* **Work request**: Every line below that holds the string "TANGKIS" should be copied out.

[Records from a data collection]
....

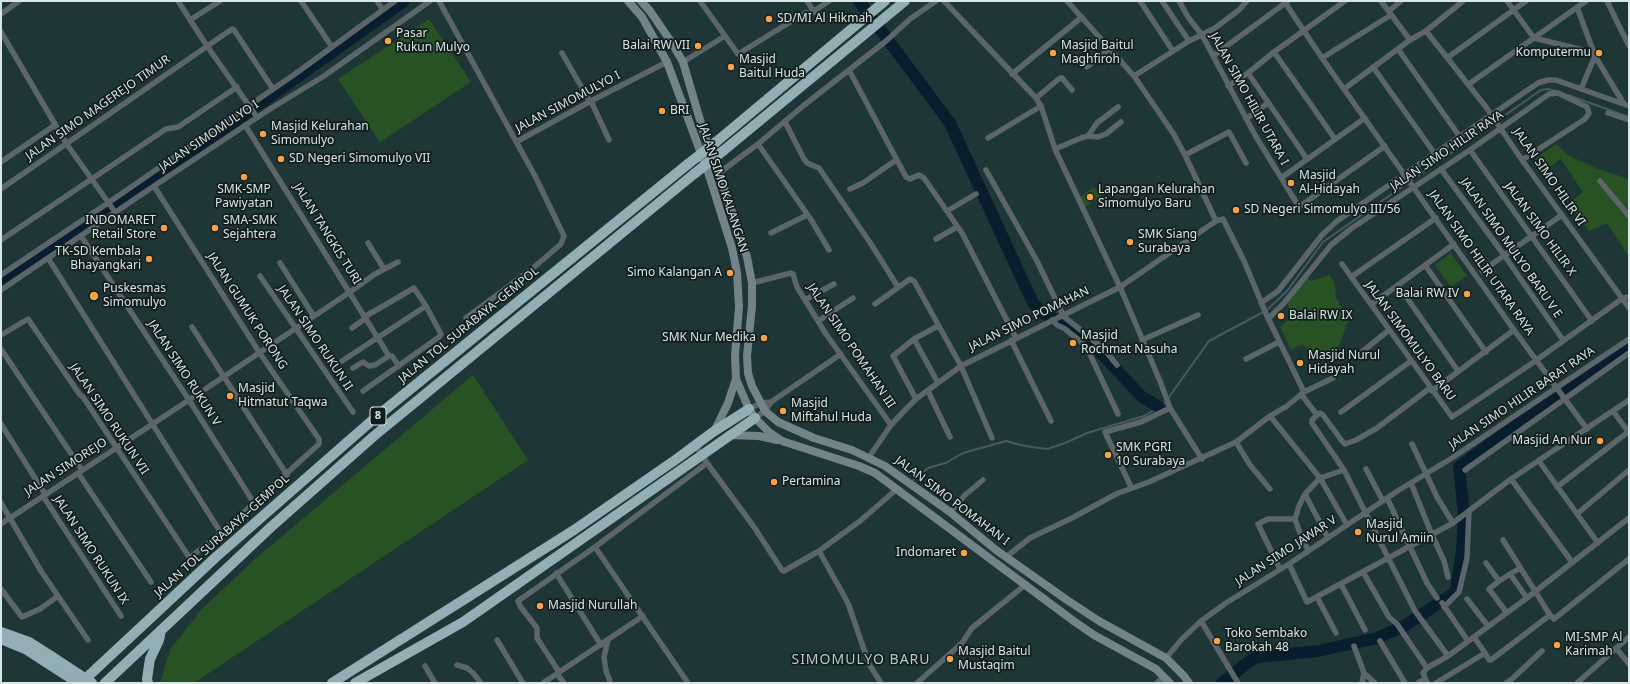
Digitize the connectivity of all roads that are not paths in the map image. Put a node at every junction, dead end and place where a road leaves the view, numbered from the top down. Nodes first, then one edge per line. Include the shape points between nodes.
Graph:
1 (19, 1) edge
2 (178, 1) edge
3 (220, 1) edge
4 (301, 1) edge
5 (377, 1) edge
6 (395, 1) edge
7 (430, 1) edge
8 (439, 1) edge
9 (628, 1) edge
10 (641, 1) edge
11 (700, 1) edge
12 (806, 1) edge
13 (829, 1) edge
14 (885, 1) edge
15 (905, 1) edge
16 (936, 1) edge
17 (944, 1) edge
18 (1067, 1) edge
19 (1140, 1) edge
20 (1162, 1) edge
21 (1179, 1) edge
22 (1247, 1) edge
23 (1345, 1) edge
24 (1381, 1) edge
25 (1402, 1) edge
26 (1463, 1) edge
27 (1507, 1) edge
28 (1526, 1) edge
29 (1586, 1) edge
30 (1607, 1) edge
31 (1286, 2) edge
32 (1577, 7) junction
33 (383, 10) junction
34 (1513, 10) junction
35 (650, 11) junction
36 (814, 12) junction
37 (1390, 13) junction
38 (1, 14) edge
39 (642, 17) junction
40 (1082, 17) junction
41 (190, 20) junction
42 (1304, 30) junction
43 (1426, 31) junction
44 (1, 32) edge
45 (1202, 35) junction
46 (724, 36) junction
47 (1534, 38) junction
48 (1410, 40) junction
49 (1189, 41) junction
50 (207, 46) junction
51 (332, 46) junction
52 (1629, 46) edge
53 (1110, 48) junction
54 (1398, 49) junction
55 (1173, 51) junction
56 (1274, 52) junction
57 (562, 53) dead end
58 (1213, 56) junction
59 (1595, 56) junction
60 (1322, 58) junction
61 (1447, 58) junction
62 (667, 62) junction
63 (683, 62) junction
64 (1086, 66) dead end
65 (1373, 67) junction
66 (848, 70) junction
67 (1248, 73) junction
68 (1012, 74) junction
69 (1134, 76) junction
70 (1469, 84) junction
71 (1228, 86) junction
72 (237, 87) junction
73 (273, 89) junction
74 (1344, 89) junction
75 (1581, 89) junction
76 (1072, 90) dead end
77 (1036, 98) junction
78 (590, 102) junction
79 (1268, 102) junction
80 (1626, 105) edge
81 (249, 106) junction
82 (1041, 106) junction
83 (1118, 107) dead end
84 (1608, 113) dead end
85 (256, 115) junction
86 (1493, 117) junction
87 (1365, 118) junction
88 (1246, 119) junction
89 (1629, 120) edge
90 (785, 122) junction
91 (1121, 122) dead end
92 (55, 125) junction
93 (246, 125) junction
94 (1500, 126) junction
95 (1088, 136) junction
96 (1460, 137) junction
97 (988, 138) dead end
98 (1335, 139) junction
99 (609, 140) dead end
100 (516, 142) junction
101 (66, 143) junction
102 (758, 144) junction
103 (1385, 146) junction
104 (1055, 148) junction
105 (1470, 150) junction
106 (1435, 154) junction
107 (1185, 155) junction
108 (1307, 159) junction
109 (896, 160) junction
110 (1522, 160) junction
111 (1, 162) edge
112 (1246, 163) dead end
113 (1441, 169) junction
114 (986, 170) dead end
115 (719, 173) junction
116 (1406, 176) junction
117 (1281, 178) junction
118 (91, 180) junction
119 (1600, 181) dead end
120 (1412, 185) junction
121 (154, 186) junction
122 (1, 189) edge
123 (850, 189) dead end
124 (976, 194) dead end
125 (109, 204) junction
126 (947, 211) junction
127 (114, 212) junction
128 (807, 215) junction
129 (1562, 216) junction
130 (1629, 216) edge
131 (1436, 218) junction
132 (1216, 221) junction
133 (957, 227) junction
134 (771, 233) dead end
135 (81, 236) junction
136 (1531, 237) junction
137 (936, 239) dead end
138 (1, 240) edge
139 (368, 243) dead end
140 (1454, 244) junction
141 (828, 250) dead end
142 (1504, 255) junction
143 (48, 258) junction
144 (280, 262) dead end
145 (398, 262) dead end
146 (1342, 264) dead end
147 (1425, 266) junction
148 (384, 269) junction
149 (1482, 271) dead end
150 (1, 275) edge
151 (260, 276) dead end
152 (1351, 277) junction
153 (752, 283) junction
154 (834, 284) dead end
155 (1398, 285) junction
156 (898, 287) junction
157 (1120, 287) junction
158 (1, 290) edge
159 (350, 292) junction
160 (1626, 297) edge
161 (853, 298) dead end
162 (805, 300) junction
163 (875, 304) dead end
164 (1372, 304) junction
165 (1262, 305) junction
166 (426, 306) junction
167 (1629, 308) edge
168 (313, 315) junction
169 (1198, 315) dead end
170 (1062, 316) junction
171 (366, 317) junction
172 (466, 318) dead end
173 (1267, 318) junction
174 (1053, 320) junction
175 (818, 321) junction
176 (1592, 321) junction
177 (938, 326) junction
178 (192, 327) dead end
179 (295, 328) junction
180 (352, 328) dead end
181 (1389, 330) junction
182 (1514, 330) junction
183 (1, 335) edge
184 (379, 338) junction
185 (914, 338) junction
186 (1013, 339) junction
187 (1629, 339) edge
188 (1142, 340) junction
189 (1563, 340) junction
190 (1279, 342) junction
191 (1, 349) edge
192 (259, 352) junction
193 (1486, 352) junction
194 (1629, 353) edge
195 (840, 354) junction
196 (1358, 355) dead end
197 (389, 356) junction
198 (1246, 359) dead end
199 (1536, 360) junction
200 (342, 361) dead end
201 (1411, 361) junction
202 (1117, 365) dead end
203 (399, 366) junction
204 (961, 366) junction
205 (354, 368) dead end
206 (1458, 371) junction
207 (223, 376) junction
208 (1333, 378) dead end
209 (736, 379) junction
210 (938, 384) junction
211 (1558, 389) junction
212 (1431, 390) junction
213 (362, 391) dead end
214 (928, 391) junction
215 (1303, 393) junction
216 (1565, 398) junction
217 (916, 399) junction
218 (189, 400) junction
219 (1629, 400) edge
220 (771, 402) junction
221 (761, 403) junction
222 (1170, 408) junction
223 (766, 411) junction
224 (1613, 411) junction
225 (353, 412) dead end
226 (1341, 412) dead end
227 (752, 413) junction
228 (1118, 414) dead end
229 (1317, 415) junction
230 (1270, 416) junction
231 (1051, 421) dead end
232 (152, 423) junction
233 (1, 424) edge
234 (892, 425) junction
235 (1587, 429) junction
236 (713, 432) junction
237 (1628, 433) edge
238 (729, 435) junction
239 (950, 437) dead end
240 (992, 438) dead end
241 (782, 441) junction
242 (1236, 442) junction
243 (1412, 444) dead end
244 (116, 448) junction
245 (698, 450) junction
246 (871, 454) junction
247 (1202, 459) junction
248 (1538, 461) junction
249 (707, 463) junction
250 (1366, 469) dead end
251 (1344, 470) junction
252 (1465, 470) dead end
253 (1629, 470) edge
254 (80, 471) junction
255 (286, 474) junction
256 (1427, 474) junction
257 (1320, 478) junction
258 (1512, 479) junction
259 (983, 480) dead end
260 (1411, 483) junction
261 (1558, 487) junction
262 (1131, 488) junction
263 (897, 489) junction
264 (1270, 489) dead end
265 (1305, 494) junction
266 (44, 495) junction
267 (1385, 500) junction
268 (1, 503) edge
269 (254, 503) junction
270 (950, 512) junction
271 (1366, 512) junction
272 (1465, 514) junction
273 (1577, 514) junction
274 (10, 518) junction
275 (1629, 518) edge
276 (1295, 519) junction
277 (1453, 523) junction
278 (1, 524) edge
279 (1347, 525) junction
280 (574, 530) junction
281 (221, 533) junction
282 (1432, 535) junction
283 (1328, 538) junction
284 (581, 539) junction
285 (1503, 540) dead end
286 (1598, 543) junction
287 (1410, 546) junction
288 (595, 547) junction
289 (1308, 550) junction
290 (819, 551) junction
291 (190, 557) joint
292 (1006, 557) junction
293 (1388, 558) junction
294 (1629, 559) edge
295 (1572, 562) junction
296 (1486, 563) dead end
297 (1289, 564) junction
298 (1520, 568) junction
299 (1280, 569) junction
300 (1363, 572) junction
301 (556, 573) junction
302 (1510, 574) junction
303 (1448, 577) dead end
304 (1498, 581) junction
305 (151, 582) dead end
306 (1341, 584) junction
307 (1025, 586) junction
308 (1, 589) edge
309 (1535, 592) junction
310 (58, 596) junction
311 (1317, 597) junction
312 (1437, 598) dead end
313 (1528, 598) junction
314 (1467, 599) dead end
315 (1507, 614) junction
316 (1550, 615) junction
317 (121, 616) dead end
318 (643, 616) junction
319 (1095, 619) junction
320 (1201, 621) junction
321 (1488, 626) junction
322 (1084, 628) junction
323 (161, 630) junction
324 (1365, 630) dead end
325 (1, 632) edge
326 (1336, 633) dead end
327 (1474, 636) junction
328 (1629, 637) edge
329 (1, 639) edge
330 (88, 640) dead end
331 (497, 640) dead end
332 (608, 640) junction
333 (1468, 641) junction
334 (1380, 642) dead end
335 (601, 645) junction
336 (1354, 646) dead end
337 (1616, 648) junction
338 (1542, 651) dead end
339 (1485, 653) junction
340 (1448, 656) junction
341 (1166, 658) junction
342 (50, 659) junction
343 (1629, 664) edge
344 (457, 665) dead end
345 (425, 666) dead end
346 (1427, 668) junction
347 (558, 673) junction
348 (1364, 673) junction
349 (1164, 676) junction
350 (610, 681) dead end
351 (1426, 681) edge
352 (79, 683) edge
353 (92, 683) edge
354 (105, 683) edge
355 (148, 683) edge
356 (332, 683) edge
357 (355, 683) edge
358 (435, 683) edge
359 (481, 683) edge
360 (523, 683) edge
361 (543, 683) edge
362 (564, 683) edge
363 (688, 683) edge
364 (881, 683) edge
365 (917, 683) edge
366 (1157, 683) edge
367 (1170, 683) edge
368 (1189, 683) edge
369 (1238, 683) edge
370 (1362, 683) edge
371 (1375, 683) edge
372 (1405, 683) edge
373 (1418, 683) edge
374 (1436, 683) edge
375 (1506, 683) edge
376 (1577, 683) edge

1 - 38 street
2 - 41 street
3 - 41 street
4 - 51 street
5 - 33 street
6 - 33 street
7 - 85 street, JALAN SIMOMULYO I via 324,76
8 - 100 street, JALAN SIMOMULYO I
9 - 39 main road, JALAN SIMO KALANGAN
10 - 35 main road, JALAN SIMO KALANGAN
11 - 46 street
12 - 36 street
13 - 36 street
14 - 352 highway, JALAN TOL SURABAYA–GEMPOL / 8, bridge via 716,142 376,417 216,557
15 - 323 highway, 8, bridge via 374,436 271,527
16 - 66 street
17 - 68 street
18 - 40 street
19 - 55 street
20 - 49 street
21 - 45 street, JALAN SIMO HILIR UTARA I
22 - 45 street via 1240,10
23 - 42 street
24 - 37 street
25 - 37 street
26 - 43 street
27 - 34 street
28 - 34 street
29 - 32 street
30 - 52 street
31 - 42 street, JALAN SIMO HILIR UTARA RAYA
31 - 58 street
32 - 47 street
32 - 59 street
33 - 51 street
34 - 47 street
34 - 61 street
35 - 39 main road
35 - 63 main road, JALAN SIMO KALANGAN
36 - 46 street via 805,13 738,54
37 - 48 street
37 - 60 street
39 - 62 main road, JALAN SIMO KALANGAN
40 - 53 street
40 - 68 street
41 - 50 street
42 - 56 street
42 - 60 street, JALAN SIMO HILIR UTARA RAYA
43 - 48 street
43 - 61 street, JALAN SIMO HILIR VI
44 - 92 street
45 - 49 street
45 - 58 street, JALAN SIMO HILIR UTARA I
46 - 63 street
47 - 59 street via 1583,50
47 - 70 street
48 - 54 street
49 - 55 street
50 - 72 street
50 - 73 street, JALAN SIMO MAGEREJO TIMUR via 233,29
50 - 101 street, JALAN SIMO MAGEREJO TIMUR
51 - 73 street
53 - 64 street
53 - 69 street
54 - 65 street
54 - 96 street
55 - 69 street
56 - 67 street
56 - 98 street
57 - 78 street
58 - 71 street, JALAN SIMO HILIR UTARA I
59 - 75 street
59 - 80 street
60 - 74 street, JALAN SIMO HILIR UTARA RAYA
61 - 70 street, JALAN SIMO HILIR VI
62 - 78 street, JALAN SIMOMULYO I
62 - 209 main road, JALAN SIMO KALANGAN via 709,175 732,248 737,272 739,307
63 - 115 main road, JALAN SIMO KALANGAN
65 - 74 street
65 - 106 street
66 - 90 street
66 - 109 street
67 - 71 street
67 - 79 street
68 - 77 street
69 - 107 street
70 - 86 street, JALAN SIMO HILIR VI
71 - 88 street, JALAN SIMO HILIR UTARA I
72 - 81 street
72 - 118 street via 178,127 166,129
73 - 81 street
74 - 87 street, JALAN SIMO HILIR UTARA RAYA
75 - 80 street, JALAN SIMO HILIR RAYA
75 - 86 street, JALAN SIMO HILIR RAYA via 1556,80 1538,83
76 - 77 street via 1060,78
77 - 82 street
78 - 99 street
78 - 100 street, JALAN SIMOMULYO I
79 - 88 street
79 - 108 street
81 - 85 street
81 - 125 street
82 - 97 street
82 - 104 street
83 - 95 street via 1097,123
84 - 89 street
85 - 93 street, JALAN SIMOMULYO I
86 - 94 street, JALAN SIMO HILIR VI
86 - 96 street, JALAN SIMO HILIR RAYA
87 - 98 street
87 - 103 street, JALAN SIMO HILIR UTARA RAYA
88 - 117 street, JALAN SIMO HILIR UTARA I
90 - 102 street
90 - 156 street via 804,159 819,168
91 - 95 street via 1106,134 1098,137
92 - 101 street
92 - 111 street
93 - 121 street, JALAN SIMOMULYO I
93 - 159 street, JALAN TANGKIS TURI
94 - 105 street, JALAN SIMO HILIR RAYA
94 - 110 street, JALAN SIMO HILIR VI
94 - 110 street, JALAN SIMO HILIR RAYA via 1554,93 1584,104 1589,110 1585,119
95 - 104 street
96 - 106 street, JALAN SIMO HILIR RAYA
98 - 108 street
100 - 172 street via 535,176 564,240 532,269
101 - 118 street
101 - 122 street, JALAN SIMO MAGEREJO TIMUR
102 - 115 street
102 - 128 street
103 - 116 street, JALAN SIMO HILIR UTARA RAYA
103 - 117 street, JALAN SIMO HILIR UTARA I via 1298,207
104 - 157 street
105 - 113 street, JALAN SIMO HILIR RAYA
105 - 136 street, JALAN SIMO HILIR X
106 - 116 street, JALAN SIMO HILIR RAYA
107 - 112 street via 1229,132
107 - 132 street
108 - 117 street
109 - 123 street
109 - 126 street via 907,178 919,175 924,178
110 - 129 street, JALAN SIMO HILIR VI
113 - 120 street, JALAN SIMO HILIR RAYA
113 - 142 street, JALAN SIMO MULYO BARU V E
114 - 170 street via 1037,261
115 - 153 main road, JALAN SIMO KALANGAN via 747,256
116 - 120 street, JALAN SIMO HILIR UTARA RAYA
116 - 165 street, JALAN SIMO HILIR RAYA via 1337,222 1322,235 1278,291
118 - 125 street
118 - 138 street
119 - 130 street
120 - 131 street, JALAN SIMO HILIR UTARA RAYA
120 - 173 street, JALAN SIMO HILIR RAYA via 1331,245 1284,303
121 - 127 street, JALAN SIMOMULYO I
121 - 192 street, JALAN GUMUK PORONG
124 - 126 street
125 - 127 street
125 - 150 street
126 - 133 street
127 - 135 street, JALAN SIMOMULYO I
128 - 134 street
128 - 141 street
129 - 136 street
129 - 160 street, JALAN SIMO HILIR VI
131 - 140 street, JALAN SIMO HILIR UTARA RAYA
131 - 152 street, JALAN SIMOMULYO BARU
132 - 157 street, JALAN SIMO POMAHAN
132 - 165 street via 1224,221
133 - 137 street
133 - 186 street via 993,292
135 - 143 street, JALAN SIMOMULYO I
135 - 218 street, JALAN SIMO RUKUN V
136 - 142 street
136 - 176 street, JALAN SIMO HILIR X
139 - 148 street
140 - 147 street
140 - 182 street, JALAN SIMO HILIR UTARA RAYA
142 - 149 street
142 - 189 street, JALAN SIMO MULYO BARU V E
143 - 158 street, JALAN SIMOMULYO I
143 - 232 street
144 - 168 street
145 - 148 street, JALAN SIMOREJO
146 - 152 street, JALAN SIMOMULYO BARU
147 - 155 street
147 - 193 street
148 - 159 street, JALAN SIMOREJO
151 - 179 street, JALAN SIMO RUKUN II
152 - 164 street, JALAN SIMOMULYO BARU
153 - 162 street, JALAN SIMO POMAHAN III via 792,273
153 - 221 main road, JALAN SIMO KALANGAN via 748,373
154 - 162 street
155 - 164 street
155 - 206 street
156 - 163 street
156 - 177 street via 910,279 913,280
157 - 170 street, JALAN SIMO POMAHAN
157 - 188 street
159 - 168 street, JALAN SIMOREJO
159 - 171 street, JALAN TANGKIS TURI
160 - 167 street
160 - 176 street
161 - 175 street
162 - 175 street, JALAN SIMO POMAHAN III
164 - 181 street, JALAN SIMOMULYO BARU
165 - 173 street
166 - 171 street via 414,288
166 - 184 street
166 - 203 street via 441,334
168 - 179 street, JALAN SIMOREJO
169 - 188 street
170 - 174 street, JALAN SIMO POMAHAN
170 - 202 street via 1104,349
171 - 180 street
171 - 184 street, JALAN TANGKIS TURI
173 - 190 street
174 - 186 street, JALAN SIMO POMAHAN
174 - 228 street via 1057,326 1087,348
175 - 195 street, JALAN SIMO POMAHAN III
176 - 189 street
177 - 185 street
177 - 204 street
178 - 207 street
179 - 192 street, JALAN SIMOREJO
179 - 225 street, JALAN SIMO RUKUN II
181 - 196 street
181 - 201 street, JALAN SIMOMULYO BARU
182 - 193 street
182 - 199 street, JALAN SIMO HILIR UTARA RAYA
183 - 244 street, JALAN SIMO RUKUN VII via 28,319
184 - 197 street, JALAN TANGKIS TURI
184 - 200 street
185 - 210 street
185 - 217 street via 893,356
186 - 204 street, JALAN SIMO POMAHAN
186 - 231 street
187 - 211 street, JALAN SIMO HILIR BARAT RAYA
188 - 222 street
189 - 199 street
190 - 198 street
190 - 215 street
191 - 254 street
192 - 207 street, JALAN SIMOREJO
192 - 255 street, JALAN GUMUK PORONG via 320,442
193 - 206 street
194 - 216 street, JALAN SIMO HILIR BARAT RAYA
195 - 220 street
195 - 234 street, JALAN SIMO POMAHAN III
197 - 203 street, JALAN TANGKIS TURI via 392,356
197 - 205 street via 375,365 369,366 363,362
199 - 211 street, JALAN SIMO HILIR UTARA RAYA
199 - 212 street, JALAN SIMOMULYO BARU via 1452,417
201 - 212 street, JALAN SIMOMULYO BARU
201 - 226 street
203 - 213 street
204 - 210 street, JALAN SIMO POMAHAN
204 - 240 street
206 - 212 street
207 - 218 street, JALAN SIMOREJO
207 - 255 street
208 - 215 street
209 - 227 main road, JALAN SIMO KALANGAN
209 - 236 main road via 728,403
210 - 214 street, JALAN SIMO POMAHAN
211 - 216 street, JALAN SIMO HILIR UTARA RAYA
211 - 256 street, JALAN SIMO HILIR BARAT RAYA
212 - 229 street via 1377,428 1344,444 1323,414
214 - 217 street, JALAN SIMO POMAHAN
214 - 239 street
215 - 229 street
215 - 230 street
216 - 235 street, JALAN SIMO HILIR UTARA RAYA
216 - 252 street, JALAN SIMO HILIR BARAT RAYA
217 - 234 street, JALAN SIMO POMAHAN
218 - 232 street, JALAN SIMOREJO
218 - 269 street, JALAN SIMO RUKUN V
219 - 224 street
220 - 221 street
220 - 223 street
221 - 223 main road, JALAN SIMO KALANGAN
221 - 227 street
222 - 247 street
222 - 262 street via 1141,422 1105,432
223 - 227 street
223 - 246 main road, JALAN SIMO POMAHAN I via 778,422 814,438
224 - 235 street
224 - 237 street
227 - 236 highway
227 - 238 highway
227 - 241 main road via 769,432
229 - 251 street via 1312,423
230 - 242 street
230 - 257 street
232 - 244 street, JALAN SIMOREJO
232 - 281 street
233 - 266 street, JALAN SIMO RUKUN IX
234 - 246 street, JALAN SIMO POMAHAN
235 - 248 street
236 - 245 highway
237 - 261 street
238 - 241 main road via 759,436
238 - 245 highway
241 - 263 main road via 865,468
242 - 247 street
242 - 264 street via 1253,469
243 - 256 street
244 - 254 street, JALAN SIMOREJO
244 - 291 street, JALAN SIMO RUKUN VII
245 - 249 street
245 - 280 highway
245 - 284 highway
246 - 270 main road, JALAN SIMO POMAHAN I
247 - 262 street
248 - 258 street
248 - 261 street
249 - 288 street
249 - 290 street via 782,570
250 - 267 street
251 - 257 street
251 - 271 street
253 - 273 street
254 - 266 street, JALAN SIMOREJO
254 - 305 street
255 - 269 street, JALAN GUMUK PORONG
256 - 260 street, JALAN SIMO JAWAR V
256 - 277 street
257 - 265 street
257 - 279 street
258 - 272 street
258 - 295 street
259 - 270 street
260 - 267 street, JALAN SIMO JAWAR V
260 - 282 street
261 - 273 street
262 - 292 street via 1030,538
263 - 290 street via 860,521
263 - 307 main road
265 - 276 street
265 - 283 street
266 - 274 street, JALAN SIMOREJO
266 - 317 street, JALAN SIMO RUKUN IX
267 - 271 street, JALAN SIMO JAWAR V
267 - 287 street
268 - 274 street
269 - 281 street, JALAN GUMUK PORONG
270 - 292 main road, JALAN SIMO POMAHAN I
271 - 279 street, JALAN SIMO JAWAR V
271 - 293 street
272 - 277 street
272 - 333 street via 1467,558 1459,592 1443,605
273 - 286 street
274 - 278 street, JALAN SIMOREJO
274 - 310 street
275 - 286 street
276 - 289 street
276 - 299 street via 1268,519 1258,524
277 - 282 street
279 - 283 street, JALAN SIMO JAWAR V
280 - 284 highway
280 - 356 highway
281 - 291 street, JALAN GUMUK PORONG
282 - 287 street
282 - 303 street
283 - 289 street, JALAN SIMO JAWAR V
284 - 357 highway via 462,622
285 - 298 street
286 - 295 street
287 - 293 street
287 - 312 street
288 - 301 street
288 - 318 street
289 - 297 street, JALAN SIMO JAWAR V
290 - 364 street via 848,603 869,664
292 - 319 main road, JALAN SIMO POMAHAN I
293 - 300 street
293 - 340 street via 1415,611
294 - 316 street via 1554,618
295 - 309 street
296 - 304 street
297 - 299 street, JALAN SIMO JAWAR V
297 - 311 street via 1305,601
298 - 302 street
298 - 309 street
299 - 320 street, JALAN SIMO JAWAR V
300 - 306 street
300 - 346 street via 1389,617 1399,626
301 - 335 street
301 - 347 street via 518,601 536,626 536,636
302 - 304 street
302 - 313 street
304 - 315 street via 1489,589
306 - 311 street
306 - 324 street
307 - 322 main road
307 - 365 street via 972,628 962,643
308 - 310 street via 22,617 40,609
309 - 313 street
309 - 316 street
310 - 330 street
311 - 326 street
313 - 315 street
314 - 321 street
315 - 321 street
316 - 339 street via 1491,660
318 - 332 street
318 - 363 street
319 - 322 main road
319 - 341 main road, JALAN SIMO POMAHAN I
320 - 341 street, JALAN SIMO JAWAR V
320 - 369 street
321 - 327 street
322 - 349 main road
323 - 354 highway, 8
323 - 355 highway via 150,659
325 - 342 highway via 29,642
327 - 333 street
327 - 339 street
328 - 337 street
329 - 342 highway
331 - 360 street
332 - 335 street
332 - 350 street via 604,657
333 - 340 street
334 - 372 street
335 - 347 street
336 - 348 street
337 - 343 street
337 - 376 street
338 - 375 street
339 - 374 street
340 - 346 street
341 - 368 main road, JALAN SIMO POMAHAN I
342 - 352 highway
342 - 353 highway, bridge
344 - 359 street via 467,668
345 - 358 street
346 - 351 street via 1422,673
347 - 361 street
347 - 362 street
348 - 370 street
348 - 371 street
349 - 366 street
349 - 367 main road
351 - 373 street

....

* **Reply to the exercise**:
93 - 159 street, JALAN TANGKIS TURI
159 - 171 street, JALAN TANGKIS TURI
171 - 184 street, JALAN TANGKIS TURI
184 - 197 street, JALAN TANGKIS TURI
197 - 203 street, JALAN TANGKIS TURI via 392,356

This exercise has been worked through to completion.